The Supreme Court will hear in the first week of October a fresh application filed by Janata Party president Subramanian Swamy for a direction to the Centre to scrap the Sethusamudram Ship Channel Project.
A Bench comprising Chief Justice K.G. Balakrishnan and Justices P. Sathasivam and B.S. Chauhan on Friday directed that the matter be listed on a mention made by Dr. Swamy about the submission of a report by the National Institute of Oceanography (NIO) to the government and that the report was so disastrous for India that no one would proceed with the project.
Last year, the court reserved verdict on the petitions filed by Dr. Swamy and others and said the matter would be taken up after the R.K. Pachauri Committee submitted its report on an alternative alignment for the project, without cutting across Adam’s bridge or Ramar Sethu.
On Friday, Dr.
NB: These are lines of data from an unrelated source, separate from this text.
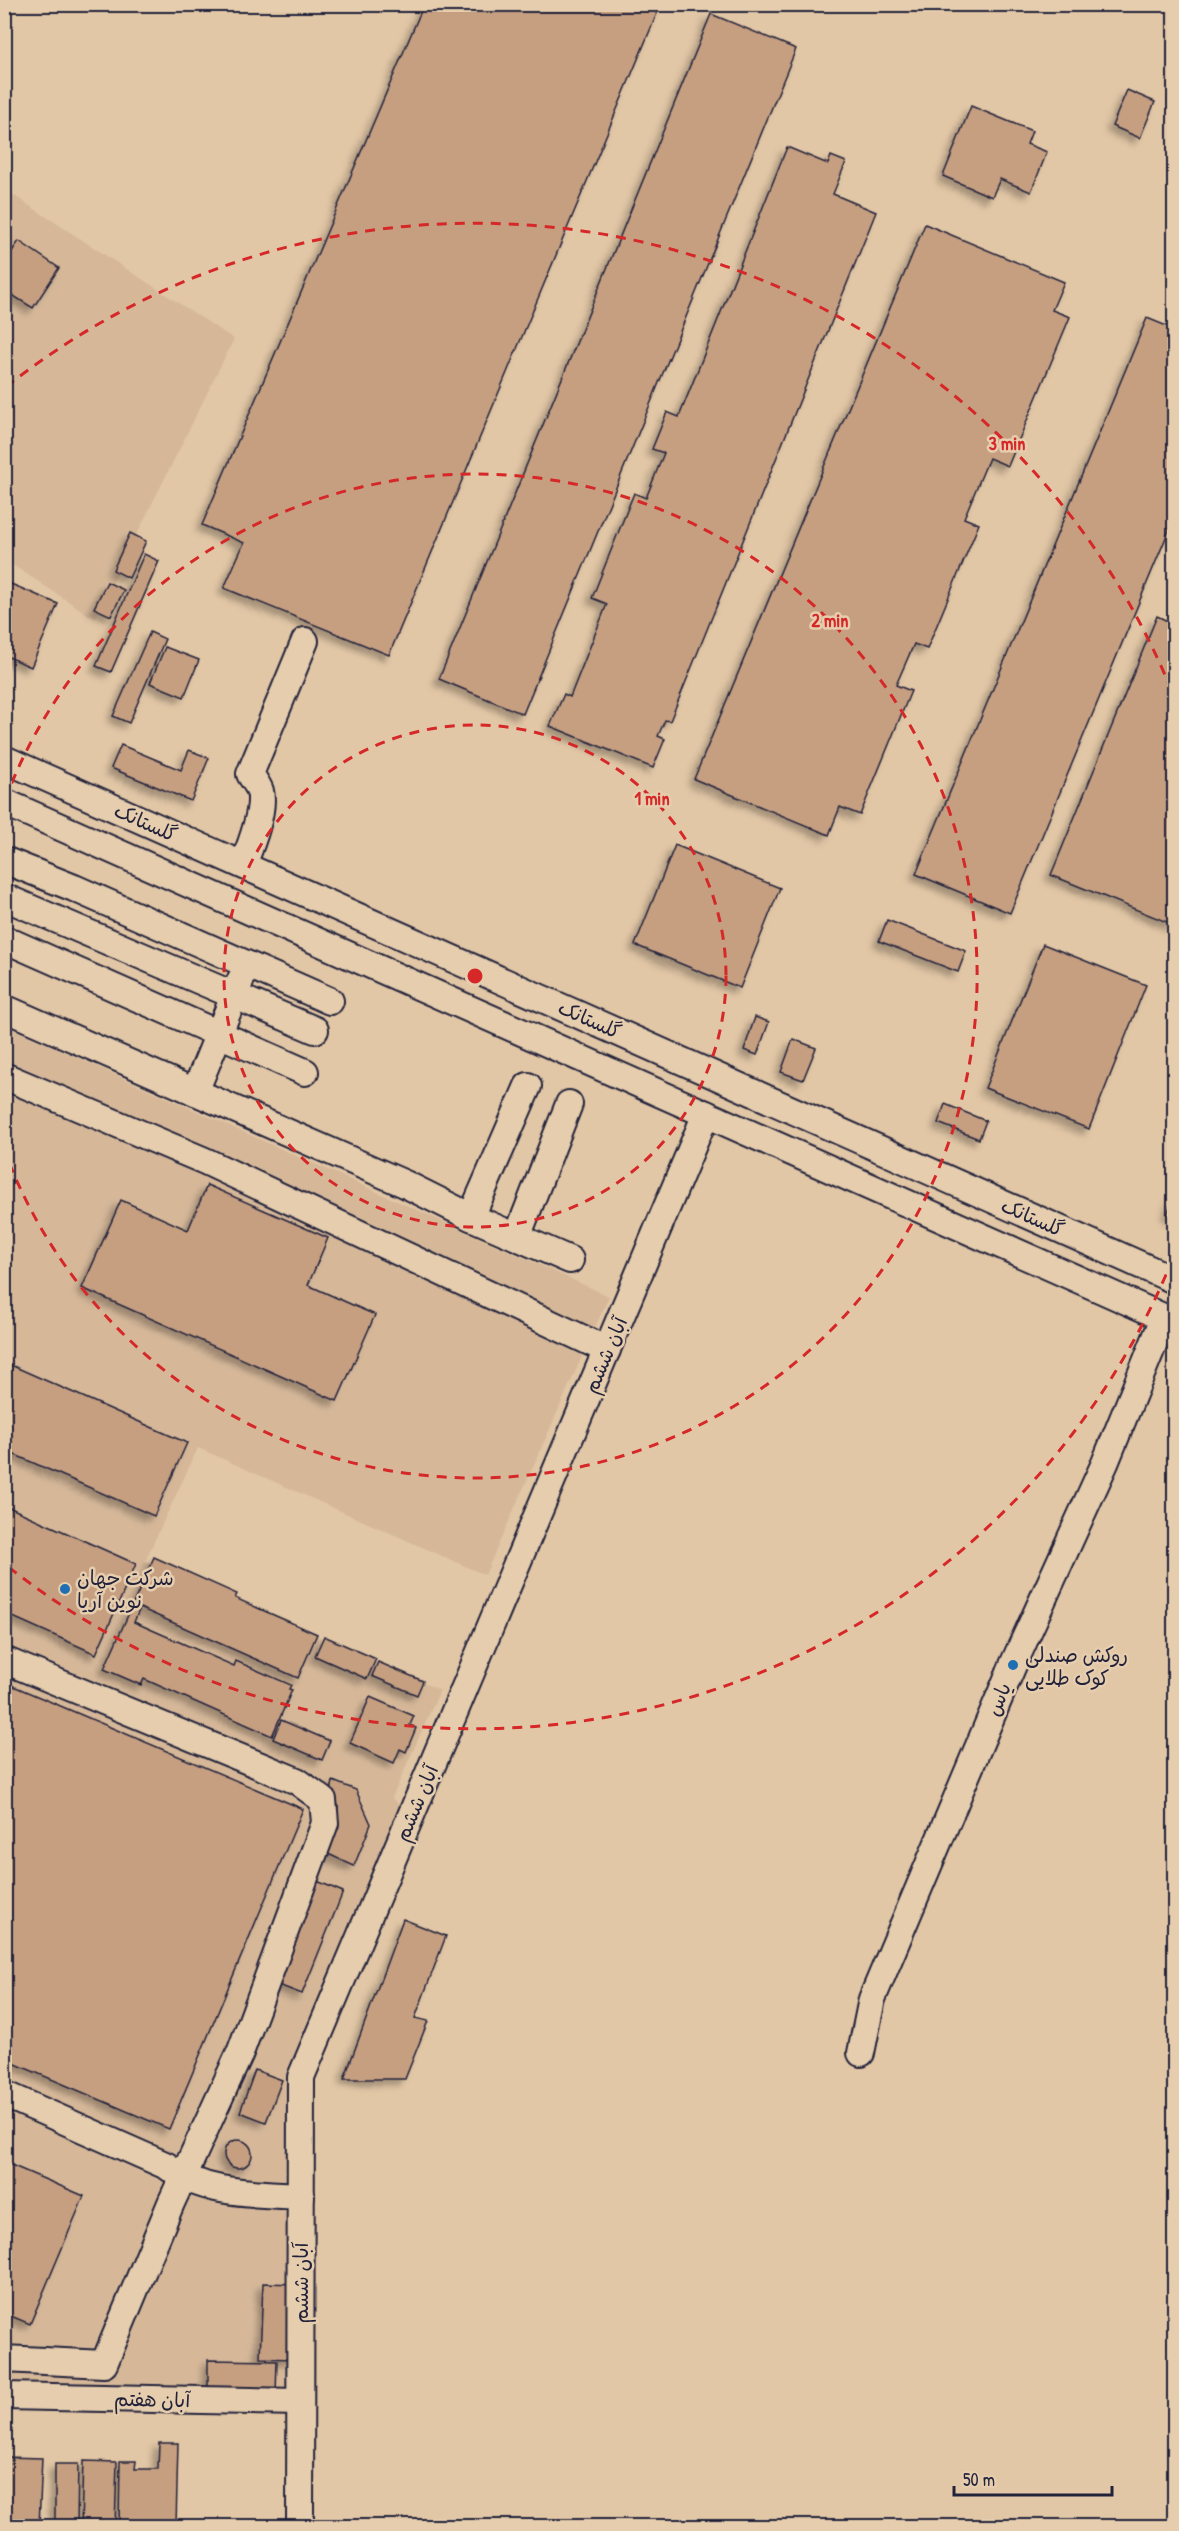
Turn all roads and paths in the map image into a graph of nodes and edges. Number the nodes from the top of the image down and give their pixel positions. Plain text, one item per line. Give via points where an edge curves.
1 (305, 641) dead end
2 (4, 759) edge
3 (4, 802) edge
4 (4, 860) edge
5 (243, 865) junction
6 (4, 897) edge
7 (4, 939) edge
8 (247, 964) junction
9 (234, 994) junction
10 (330, 1001) dead end
11 (4, 1008) edge
12 (315, 1030) dead end
13 (218, 1035) junction
14 (304, 1072) dead end
15 (4, 1076) edge
16 (528, 1086) dead end
17 (195, 1092) junction
18 (569, 1104) dead end
19 (706, 1114) junction
20 (471, 1217) junction
21 (517, 1237) junction
22 (570, 1260) dead end
23 (1174, 1280) edge
24 (1169, 1320) edge
25 (607, 1350) junction
26 (4, 1660) edge
27 (861, 2053) dead end
28 (4, 2094) edge
29 (183, 2179) junction
30 (301, 2196) junction
31 (4, 2359) edge
32 (4, 2396) edge
33 (300, 2402) junction
34 (300, 2526) edge

1 - 5 street via 250,774 260,792 253,841
2 - 5 street, گلستانک
3 - 19 street, گلستانک
4 - 8 street
5 - 23 street, گلستانک
6 - 9 street
7 - 13 street
8 - 9 street
8 - 10 street
9 - 12 street
9 - 13 street
11 - 17 street
13 - 14 street
13 - 17 street
15 - 25 street via 215,1165
16 - 20 street
17 - 20 street
18 - 21 street
19 - 24 street, گلستانک
19 - 25 street, آبان ششم
20 - 21 street
21 - 22 street
24 - 27 street, یاس via 1013,1665 872,1999
25 - 30 street, آبان ششم via 301,2077
26 - 29 street via 297,1780 323,1800 325,1823 240,2053
28 - 29 street via 167,2166
29 - 30 street via 226,2191
29 - 31 street via 104,2364
30 - 33 street, آبان ششم
32 - 33 street, آبان هفتم
33 - 34 street, آبان ششم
Swamy said the committee referred the question of feasibility to the NIO and it submitted its report in March. He said he had filed an application seeking scrapping of the project in the light of the report.
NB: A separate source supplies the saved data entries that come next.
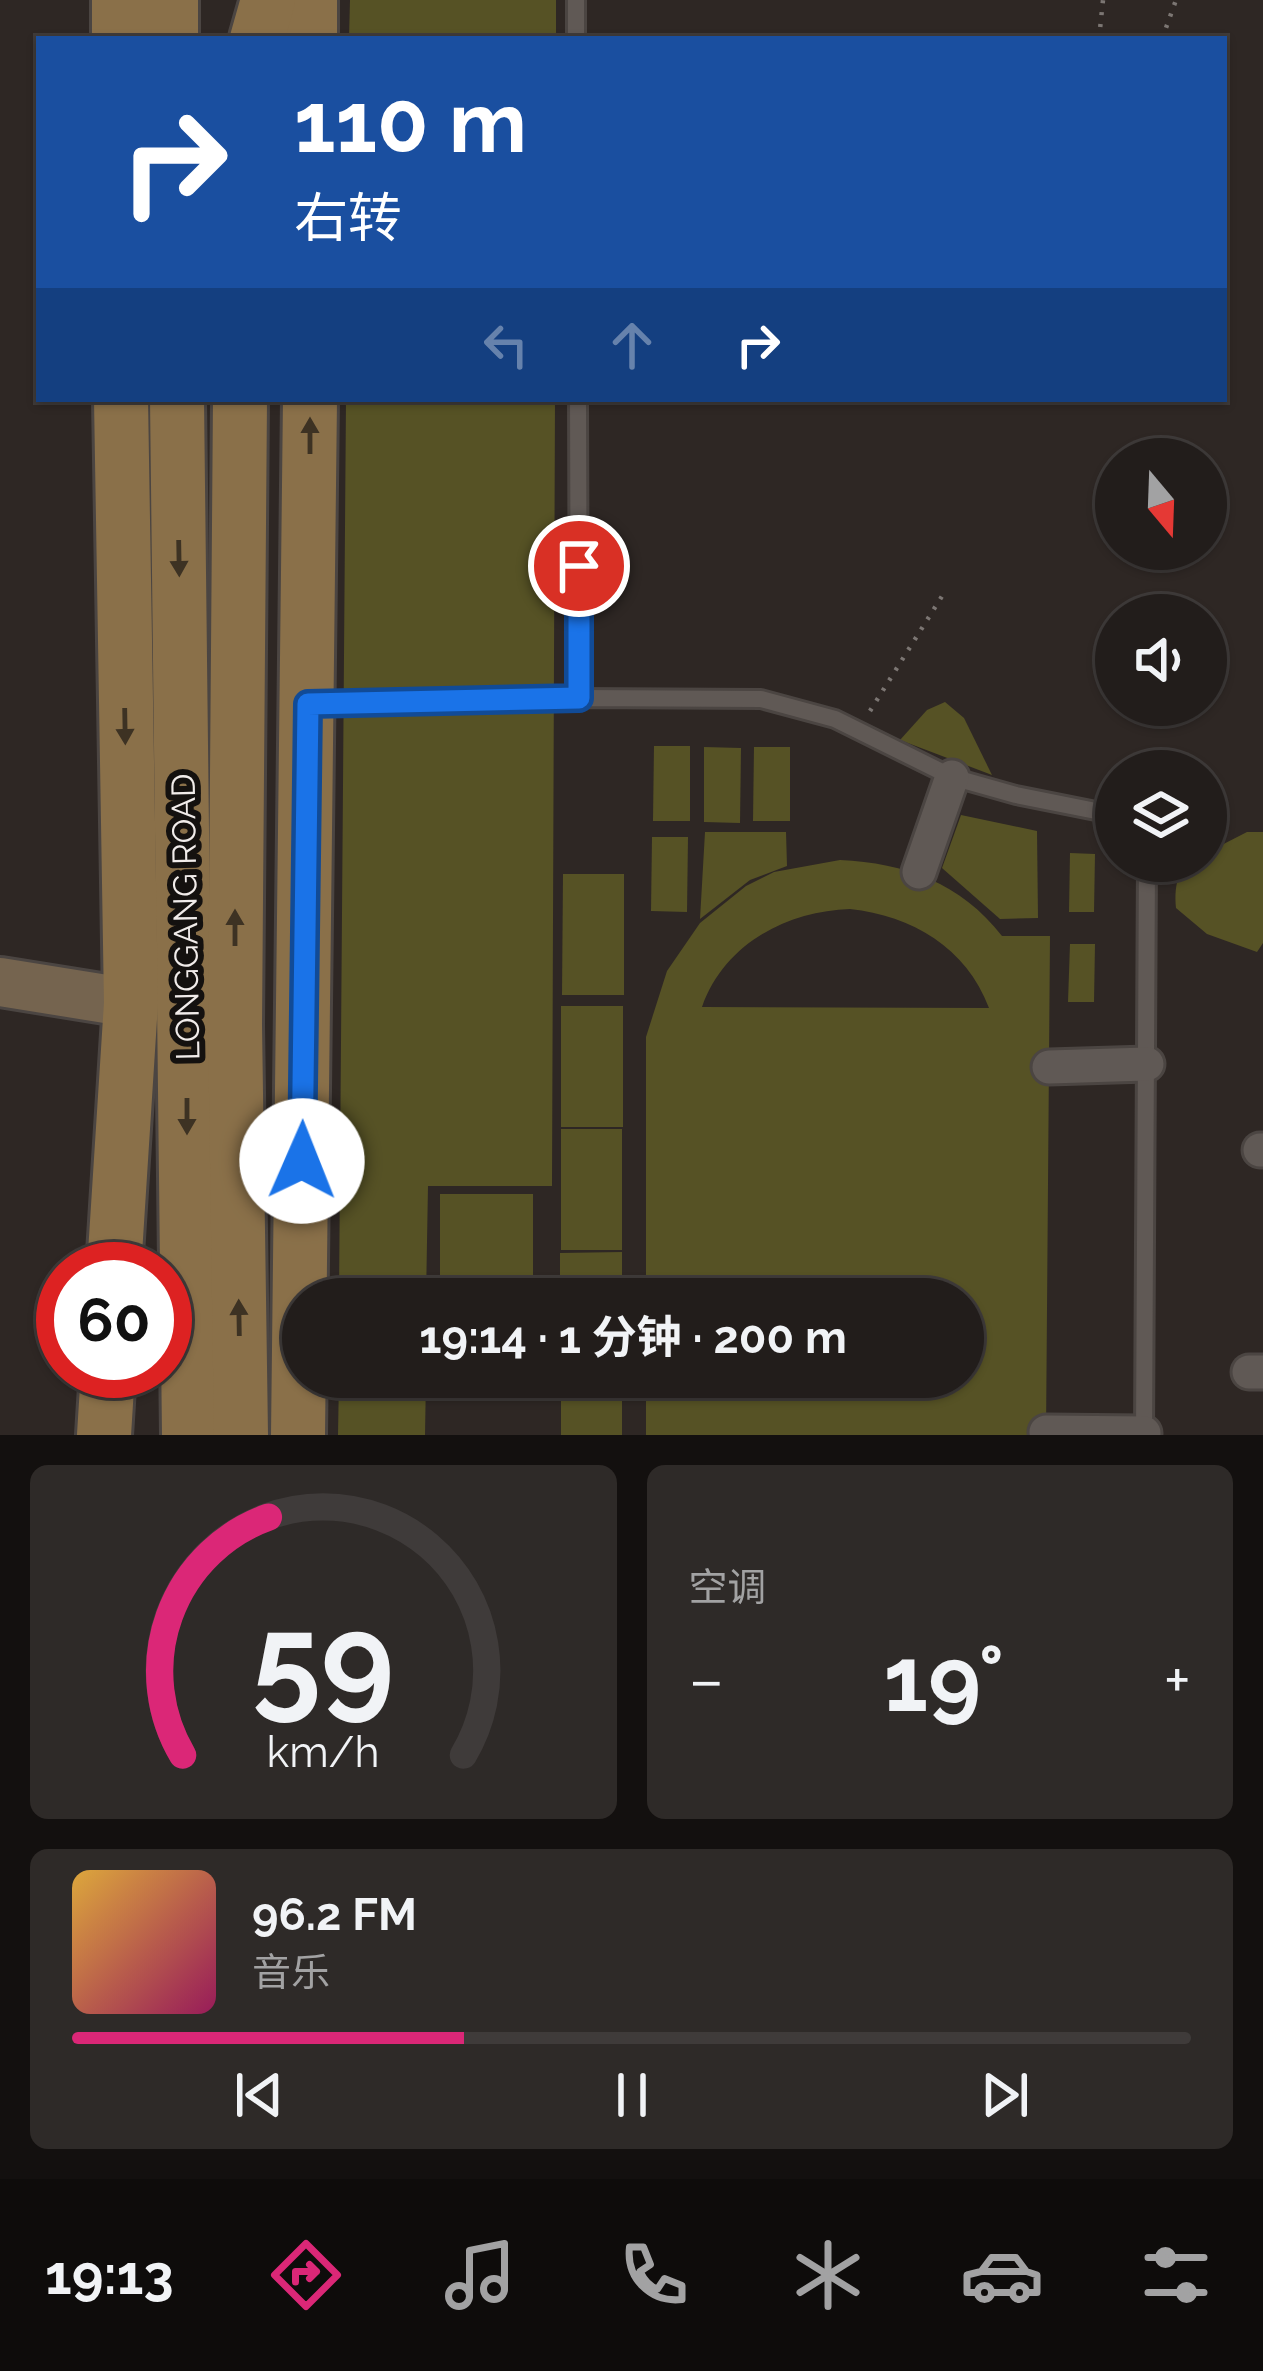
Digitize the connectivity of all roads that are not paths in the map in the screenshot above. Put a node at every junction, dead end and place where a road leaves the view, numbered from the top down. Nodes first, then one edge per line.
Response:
1 (243, 0) edge
2 (268, 0) edge
3 (310, 0) edge
4 (576, 0) edge
5 (160, 9) edge
6 (123, 36) edge
7 (243, 36) edge
8 (257, 36) edge
9 (310, 36) edge
10 (576, 36) edge
11 (121, 402) edge
12 (166, 402) edge
13 (177, 402) edge
14 (240, 402) edge
15 (258, 402) edge
16 (310, 402) edge
17 (578, 402) edge
18 (123, 642) junction
19 (309, 648) junction
20 (579, 698) junction
21 (308, 704) junction
22 (952, 777) junction
23 (1095, 811) edge
24 (919, 872) dead end
25 (1148, 882) edge
26 (0, 982) edge
27 (131, 1003) junction
28 (1147, 1064) junction
29 (1048, 1067) dead end
30 (116, 1242) edge
31 (106, 1398) edge
32 (1046, 1432) edge
33 (1144, 1434) edge
34 (104, 1435) edge
35 (189, 1435) edge
36 (241, 1435) edge
37 (298, 1435) edge

1 - 7 main road
2 - 8 main road
3 - 9 main road
4 - 10 lane
5 - 6 main road
11 - 18 main road
12 - 18 main road
13 -> 35 main road, LONGGANG ROAD
36 -> 14 main road, LONGGANG ROAD
15 - 19 main road
19 -> 16 main road
17 - 20 lane
18 -> 27 main road
19 - 21 main road
20 - 21 lane
20 - 22 lane
21 - 37 main road
22 - 23 lane
22 - 24 street
25 - 28 lane
26 - 27 street
27 - 30 main road
28 - 29 street
28 - 33 lane
31 - 34 main road
32 - 33 street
The application said: “The contents of the NIO report are such [it delineates consequences so disastrous for India that no one with any sense of responsibility/conscience could proceed with the project at all] that on its basis, it would be necessary to scrap the entire project.”
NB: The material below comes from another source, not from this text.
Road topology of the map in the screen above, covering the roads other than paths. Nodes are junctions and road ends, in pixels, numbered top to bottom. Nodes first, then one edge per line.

According to the application, the NIO report says: “The data available in the region of interest are meagre and clearly inadequate for an assessment of the possible impact of the project. Hence, all that could be validly attempted was a simulation model to examine the consequences of a change in the alignment of the Sethusamudram Ship Channel Project.”
It adds: “The cyclone of 1964 wiped out Dhanuskodi town … the model studies reported here have not been repeated for such cyclones, but the consequences for the channel [irrespective of the alignment] will obviously be more serious. While it is likely that the damage will be more in the case of Alignment 4 A, with the stability of the spit being a serious concern, it is likely that the potential damage in all other respects is likely to be the same for both alignments.
“Given the paucity of data, it is difficult to make a conclusive statement on whether Alignment 4 A would cause more damage to the marine biota in the reserve; the impact of an oil spill in the channel on the Marine Biosphere Reserve has not been studied in the absence of data … The report recommends [that] a full fledged Environmental Impact Analysis be carried out to enable robust conclusions.”